This morning as I was doing my own kind of meditation where I lie in bed and send prayers and good thoughts for the day, I asked God to help me see what I should be in the world. On Sunday night we went to mass at a local Catholic college and it was amazing. For me, amazing doesn’t happen at mass all the time, but that night I felt so in tune with what the priest was enthusiastically asserting in his homily and it was all about being who and what we are supposed to be.

It didn’t come to me in a thunderbolt as I mulled this over in bed today but my thoughts drifted to a letter I need to write to a family member to set my side of the relationship right. It’s something I let go too long but it’s never too late, right? The letter needs to be hand written, something I haven’t done in many, many years.

Into my mind popped a vision of a yellow notepad, a notepad I used abundantly during the summer of 1988 to write letters to my brother, Jeff, who had taken his life 17 months prior. I was in the anger stage of my grieving process.
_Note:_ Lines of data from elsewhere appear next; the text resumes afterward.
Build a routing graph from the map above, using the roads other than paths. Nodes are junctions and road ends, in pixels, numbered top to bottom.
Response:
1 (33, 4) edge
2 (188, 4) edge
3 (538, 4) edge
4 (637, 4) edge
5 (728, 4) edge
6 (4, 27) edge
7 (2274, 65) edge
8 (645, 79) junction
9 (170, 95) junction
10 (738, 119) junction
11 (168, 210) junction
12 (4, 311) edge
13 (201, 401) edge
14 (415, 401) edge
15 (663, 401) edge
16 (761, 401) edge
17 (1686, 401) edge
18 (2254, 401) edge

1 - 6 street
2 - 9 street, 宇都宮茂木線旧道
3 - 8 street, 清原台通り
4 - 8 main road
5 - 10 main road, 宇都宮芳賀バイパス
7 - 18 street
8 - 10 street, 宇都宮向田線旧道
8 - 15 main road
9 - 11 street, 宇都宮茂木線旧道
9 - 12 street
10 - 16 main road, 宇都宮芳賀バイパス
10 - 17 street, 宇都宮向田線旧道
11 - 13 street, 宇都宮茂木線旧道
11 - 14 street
It was the summer after my sophomore year of college and I was unable to find employment where my parents lived and so my uncle generously found me a well paying flag person job and I went to live with him, my aunt and young cousins 100 miles from home.

Standing in a u-turn on a major highway, alone for 12 hours a day gives a person quite a bit of time to think. I did a lot of that, headphones in my ears as I listened to the soundtrack of that summer: Walking in Memphis, Simply Irresistible, Hands to Heaven and everything by Phil Collins. When I hear these songs I can be transported back to that summer like it was last week.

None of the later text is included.